- TASK DIRECTIONS
Locate the line that contains "Which roads connect" in the entries below. Retype it and all following lines through the final one, character for character.

- GIVEN DATA
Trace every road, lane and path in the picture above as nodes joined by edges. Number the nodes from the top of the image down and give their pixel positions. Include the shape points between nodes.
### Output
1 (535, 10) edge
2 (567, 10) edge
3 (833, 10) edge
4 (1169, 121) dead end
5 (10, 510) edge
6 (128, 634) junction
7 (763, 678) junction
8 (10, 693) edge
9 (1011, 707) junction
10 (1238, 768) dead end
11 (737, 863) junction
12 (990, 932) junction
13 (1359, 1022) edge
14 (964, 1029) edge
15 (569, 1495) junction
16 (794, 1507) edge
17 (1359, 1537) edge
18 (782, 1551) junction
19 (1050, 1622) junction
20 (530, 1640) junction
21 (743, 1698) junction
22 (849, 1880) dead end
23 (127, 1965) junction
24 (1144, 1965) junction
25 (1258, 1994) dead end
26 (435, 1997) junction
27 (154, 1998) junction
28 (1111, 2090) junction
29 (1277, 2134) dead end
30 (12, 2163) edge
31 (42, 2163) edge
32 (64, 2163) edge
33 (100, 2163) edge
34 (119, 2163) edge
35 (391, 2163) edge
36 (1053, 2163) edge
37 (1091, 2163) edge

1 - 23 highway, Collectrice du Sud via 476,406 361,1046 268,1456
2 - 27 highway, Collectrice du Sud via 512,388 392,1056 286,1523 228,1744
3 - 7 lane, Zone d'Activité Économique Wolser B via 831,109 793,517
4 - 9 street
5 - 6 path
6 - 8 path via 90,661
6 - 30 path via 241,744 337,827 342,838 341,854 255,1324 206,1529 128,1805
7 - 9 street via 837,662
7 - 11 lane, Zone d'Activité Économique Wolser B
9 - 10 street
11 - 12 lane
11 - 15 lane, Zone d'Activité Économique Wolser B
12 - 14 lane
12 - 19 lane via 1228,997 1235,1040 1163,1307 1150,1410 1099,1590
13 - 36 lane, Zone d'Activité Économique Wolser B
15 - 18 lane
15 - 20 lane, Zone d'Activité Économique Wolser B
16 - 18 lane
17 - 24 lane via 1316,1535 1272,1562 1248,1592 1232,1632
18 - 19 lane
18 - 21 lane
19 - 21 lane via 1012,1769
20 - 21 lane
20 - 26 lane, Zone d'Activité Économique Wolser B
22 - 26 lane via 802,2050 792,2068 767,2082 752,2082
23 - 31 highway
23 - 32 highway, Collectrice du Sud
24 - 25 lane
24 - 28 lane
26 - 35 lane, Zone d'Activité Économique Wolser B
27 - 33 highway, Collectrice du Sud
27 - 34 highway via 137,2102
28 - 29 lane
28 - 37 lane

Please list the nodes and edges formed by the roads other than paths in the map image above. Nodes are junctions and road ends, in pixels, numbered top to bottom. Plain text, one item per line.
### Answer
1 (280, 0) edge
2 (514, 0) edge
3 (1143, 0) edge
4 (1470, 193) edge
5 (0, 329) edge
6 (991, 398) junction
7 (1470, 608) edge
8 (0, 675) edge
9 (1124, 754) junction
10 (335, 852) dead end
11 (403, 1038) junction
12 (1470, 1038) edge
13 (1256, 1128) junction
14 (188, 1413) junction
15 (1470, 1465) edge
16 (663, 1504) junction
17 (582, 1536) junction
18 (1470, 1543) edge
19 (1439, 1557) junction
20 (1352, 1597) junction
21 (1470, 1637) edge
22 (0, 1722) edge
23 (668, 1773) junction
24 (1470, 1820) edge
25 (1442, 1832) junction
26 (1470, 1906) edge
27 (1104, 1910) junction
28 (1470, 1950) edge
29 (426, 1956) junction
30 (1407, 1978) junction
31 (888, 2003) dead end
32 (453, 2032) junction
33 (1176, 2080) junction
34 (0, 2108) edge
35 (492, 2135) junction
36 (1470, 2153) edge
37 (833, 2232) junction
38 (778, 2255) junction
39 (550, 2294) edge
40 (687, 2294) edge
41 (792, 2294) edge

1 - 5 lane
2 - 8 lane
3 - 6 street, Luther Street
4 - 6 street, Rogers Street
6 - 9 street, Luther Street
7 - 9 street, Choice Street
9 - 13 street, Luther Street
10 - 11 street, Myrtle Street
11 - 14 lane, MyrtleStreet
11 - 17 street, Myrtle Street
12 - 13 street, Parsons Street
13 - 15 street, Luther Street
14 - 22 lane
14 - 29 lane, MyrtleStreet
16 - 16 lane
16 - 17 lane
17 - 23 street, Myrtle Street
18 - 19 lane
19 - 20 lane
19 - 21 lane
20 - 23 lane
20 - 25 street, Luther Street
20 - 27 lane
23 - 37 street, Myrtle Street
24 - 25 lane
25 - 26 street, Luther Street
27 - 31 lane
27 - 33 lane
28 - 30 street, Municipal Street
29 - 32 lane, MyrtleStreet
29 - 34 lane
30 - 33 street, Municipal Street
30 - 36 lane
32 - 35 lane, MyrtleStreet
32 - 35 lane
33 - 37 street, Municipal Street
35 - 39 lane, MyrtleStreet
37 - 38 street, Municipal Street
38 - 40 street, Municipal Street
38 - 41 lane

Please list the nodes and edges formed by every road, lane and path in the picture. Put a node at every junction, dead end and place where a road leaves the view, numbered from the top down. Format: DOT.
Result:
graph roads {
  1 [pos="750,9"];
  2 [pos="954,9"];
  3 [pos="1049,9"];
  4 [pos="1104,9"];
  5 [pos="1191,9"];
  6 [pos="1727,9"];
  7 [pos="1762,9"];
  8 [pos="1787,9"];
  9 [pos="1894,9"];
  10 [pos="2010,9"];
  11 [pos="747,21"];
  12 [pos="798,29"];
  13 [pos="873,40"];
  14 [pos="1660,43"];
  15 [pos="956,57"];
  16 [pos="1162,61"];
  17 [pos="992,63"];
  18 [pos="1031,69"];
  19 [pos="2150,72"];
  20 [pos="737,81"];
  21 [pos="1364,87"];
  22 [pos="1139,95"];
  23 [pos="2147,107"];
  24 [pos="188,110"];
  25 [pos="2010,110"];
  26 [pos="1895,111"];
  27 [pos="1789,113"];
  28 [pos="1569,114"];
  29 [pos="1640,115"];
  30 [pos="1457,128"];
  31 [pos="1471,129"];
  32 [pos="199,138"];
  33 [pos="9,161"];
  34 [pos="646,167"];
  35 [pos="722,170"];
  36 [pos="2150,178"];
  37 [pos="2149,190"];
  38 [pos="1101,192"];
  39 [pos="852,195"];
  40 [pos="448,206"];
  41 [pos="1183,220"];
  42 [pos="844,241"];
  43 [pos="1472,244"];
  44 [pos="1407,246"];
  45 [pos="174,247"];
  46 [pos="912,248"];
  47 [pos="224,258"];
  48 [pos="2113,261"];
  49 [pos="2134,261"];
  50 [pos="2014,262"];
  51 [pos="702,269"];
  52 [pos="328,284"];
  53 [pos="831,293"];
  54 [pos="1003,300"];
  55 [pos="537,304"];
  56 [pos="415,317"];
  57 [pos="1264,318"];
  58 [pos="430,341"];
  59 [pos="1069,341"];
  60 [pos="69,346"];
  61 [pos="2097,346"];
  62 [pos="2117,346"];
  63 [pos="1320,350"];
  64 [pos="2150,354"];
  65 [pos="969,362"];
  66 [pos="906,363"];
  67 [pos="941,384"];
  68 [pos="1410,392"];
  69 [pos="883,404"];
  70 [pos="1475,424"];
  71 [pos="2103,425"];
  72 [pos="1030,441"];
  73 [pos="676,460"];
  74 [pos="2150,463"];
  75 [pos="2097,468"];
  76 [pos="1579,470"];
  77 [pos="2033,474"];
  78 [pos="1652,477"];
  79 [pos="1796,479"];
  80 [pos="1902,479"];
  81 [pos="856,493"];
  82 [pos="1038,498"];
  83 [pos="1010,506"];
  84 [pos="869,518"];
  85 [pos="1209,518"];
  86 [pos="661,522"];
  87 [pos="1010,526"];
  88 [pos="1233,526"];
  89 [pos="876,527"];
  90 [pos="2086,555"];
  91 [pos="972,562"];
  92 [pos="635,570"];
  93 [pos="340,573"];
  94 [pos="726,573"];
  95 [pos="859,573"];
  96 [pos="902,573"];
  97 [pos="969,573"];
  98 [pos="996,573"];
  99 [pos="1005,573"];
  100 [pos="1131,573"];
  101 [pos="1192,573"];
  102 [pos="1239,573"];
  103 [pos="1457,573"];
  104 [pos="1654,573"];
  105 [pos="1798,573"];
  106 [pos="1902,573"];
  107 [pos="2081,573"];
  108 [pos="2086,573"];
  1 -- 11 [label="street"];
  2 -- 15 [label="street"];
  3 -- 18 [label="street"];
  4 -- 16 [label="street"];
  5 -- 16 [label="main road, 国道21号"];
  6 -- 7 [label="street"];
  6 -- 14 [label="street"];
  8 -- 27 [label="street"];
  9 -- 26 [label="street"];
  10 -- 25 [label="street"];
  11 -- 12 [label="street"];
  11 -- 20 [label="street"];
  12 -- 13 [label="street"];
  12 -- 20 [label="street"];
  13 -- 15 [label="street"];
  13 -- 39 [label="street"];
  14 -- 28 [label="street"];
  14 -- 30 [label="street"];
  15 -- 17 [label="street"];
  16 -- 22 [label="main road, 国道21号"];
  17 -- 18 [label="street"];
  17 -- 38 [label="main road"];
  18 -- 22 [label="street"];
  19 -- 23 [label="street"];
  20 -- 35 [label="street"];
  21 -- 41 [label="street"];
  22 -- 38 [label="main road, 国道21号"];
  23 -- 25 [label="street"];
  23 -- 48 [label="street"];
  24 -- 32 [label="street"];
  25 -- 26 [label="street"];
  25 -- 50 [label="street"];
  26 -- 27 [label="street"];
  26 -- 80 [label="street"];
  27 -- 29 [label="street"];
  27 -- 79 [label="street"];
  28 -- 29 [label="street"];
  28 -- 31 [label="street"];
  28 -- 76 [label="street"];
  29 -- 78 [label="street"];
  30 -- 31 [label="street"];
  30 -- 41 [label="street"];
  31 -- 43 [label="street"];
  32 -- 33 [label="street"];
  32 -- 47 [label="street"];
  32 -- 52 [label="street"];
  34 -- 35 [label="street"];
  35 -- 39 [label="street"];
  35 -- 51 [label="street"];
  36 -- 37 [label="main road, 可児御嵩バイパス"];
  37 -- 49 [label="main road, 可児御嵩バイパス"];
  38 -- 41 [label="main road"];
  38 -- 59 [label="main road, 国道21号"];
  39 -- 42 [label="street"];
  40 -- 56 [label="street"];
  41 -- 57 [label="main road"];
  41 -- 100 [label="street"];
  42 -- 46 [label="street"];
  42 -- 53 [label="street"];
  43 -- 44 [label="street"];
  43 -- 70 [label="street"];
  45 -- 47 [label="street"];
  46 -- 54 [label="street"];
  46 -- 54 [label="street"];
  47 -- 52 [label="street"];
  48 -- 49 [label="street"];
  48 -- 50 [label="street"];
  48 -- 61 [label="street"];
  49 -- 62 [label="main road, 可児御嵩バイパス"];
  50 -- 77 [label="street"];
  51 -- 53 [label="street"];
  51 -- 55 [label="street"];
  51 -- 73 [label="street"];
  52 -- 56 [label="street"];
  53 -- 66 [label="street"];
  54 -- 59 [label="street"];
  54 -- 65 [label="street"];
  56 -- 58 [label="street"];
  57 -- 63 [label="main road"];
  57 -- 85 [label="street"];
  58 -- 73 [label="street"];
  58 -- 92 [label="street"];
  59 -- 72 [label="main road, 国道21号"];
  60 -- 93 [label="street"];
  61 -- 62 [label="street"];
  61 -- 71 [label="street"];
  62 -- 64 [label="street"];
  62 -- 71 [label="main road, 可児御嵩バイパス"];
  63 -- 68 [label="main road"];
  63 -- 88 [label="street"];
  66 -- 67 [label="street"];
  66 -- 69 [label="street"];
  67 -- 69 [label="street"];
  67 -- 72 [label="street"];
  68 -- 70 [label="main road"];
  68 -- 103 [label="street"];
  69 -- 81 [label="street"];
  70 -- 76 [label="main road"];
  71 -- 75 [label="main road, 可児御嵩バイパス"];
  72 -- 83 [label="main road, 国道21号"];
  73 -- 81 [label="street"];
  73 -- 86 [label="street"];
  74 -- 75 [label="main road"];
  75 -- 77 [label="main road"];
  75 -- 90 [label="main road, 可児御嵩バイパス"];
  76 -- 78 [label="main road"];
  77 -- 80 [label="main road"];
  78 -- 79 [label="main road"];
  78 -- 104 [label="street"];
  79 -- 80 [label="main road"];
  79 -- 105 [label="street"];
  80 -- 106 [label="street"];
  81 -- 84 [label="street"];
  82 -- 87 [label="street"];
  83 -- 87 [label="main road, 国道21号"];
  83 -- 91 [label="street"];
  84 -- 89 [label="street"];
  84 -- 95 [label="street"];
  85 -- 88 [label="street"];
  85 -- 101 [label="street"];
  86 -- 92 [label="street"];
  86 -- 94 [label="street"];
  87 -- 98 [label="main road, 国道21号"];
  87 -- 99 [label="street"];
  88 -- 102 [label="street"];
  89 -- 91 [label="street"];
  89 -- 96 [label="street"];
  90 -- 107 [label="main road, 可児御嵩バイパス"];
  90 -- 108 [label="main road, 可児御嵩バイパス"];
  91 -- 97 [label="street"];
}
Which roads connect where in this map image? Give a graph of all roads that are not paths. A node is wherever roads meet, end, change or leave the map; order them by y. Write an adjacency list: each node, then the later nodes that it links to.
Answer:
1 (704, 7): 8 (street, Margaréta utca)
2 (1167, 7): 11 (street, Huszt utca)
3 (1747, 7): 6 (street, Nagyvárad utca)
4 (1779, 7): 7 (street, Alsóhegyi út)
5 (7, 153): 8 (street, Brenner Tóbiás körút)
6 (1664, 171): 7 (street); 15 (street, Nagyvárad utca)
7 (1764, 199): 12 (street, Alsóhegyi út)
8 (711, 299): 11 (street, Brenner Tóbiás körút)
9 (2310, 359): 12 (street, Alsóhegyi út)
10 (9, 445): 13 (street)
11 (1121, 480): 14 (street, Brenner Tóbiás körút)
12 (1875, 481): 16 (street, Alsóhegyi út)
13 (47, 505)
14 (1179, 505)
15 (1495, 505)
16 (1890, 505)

- TASK OUTPUT
Which roads connect where in this map image? Give a graph of all roads that are not paths. A node is wherever roads meet, end, change or leave the map; order them by y. Write an adjacency list: each node, then the later nodes that it links to.
Answer:
1 (704, 7): 8 (street, Margaréta utca)
2 (1167, 7): 11 (street, Huszt utca)
3 (1747, 7): 6 (street, Nagyvárad utca)
4 (1779, 7): 7 (street, Alsóhegyi út)
5 (7, 153): 8 (street, Brenner Tóbiás körút)
6 (1664, 171): 7 (street); 15 (street, Nagyvárad utca)
7 (1764, 199): 12 (street, Alsóhegyi út)
8 (711, 299): 11 (street, Brenner Tóbiás körút)
9 (2310, 359): 12 (street, Alsóhegyi út)
10 (9, 445): 13 (street)
11 (1121, 480): 14 (street, Brenner Tóbiás körút)
12 (1875, 481): 16 (street, Alsóhegyi út)
13 (47, 505)
14 (1179, 505)
15 (1495, 505)
16 (1890, 505)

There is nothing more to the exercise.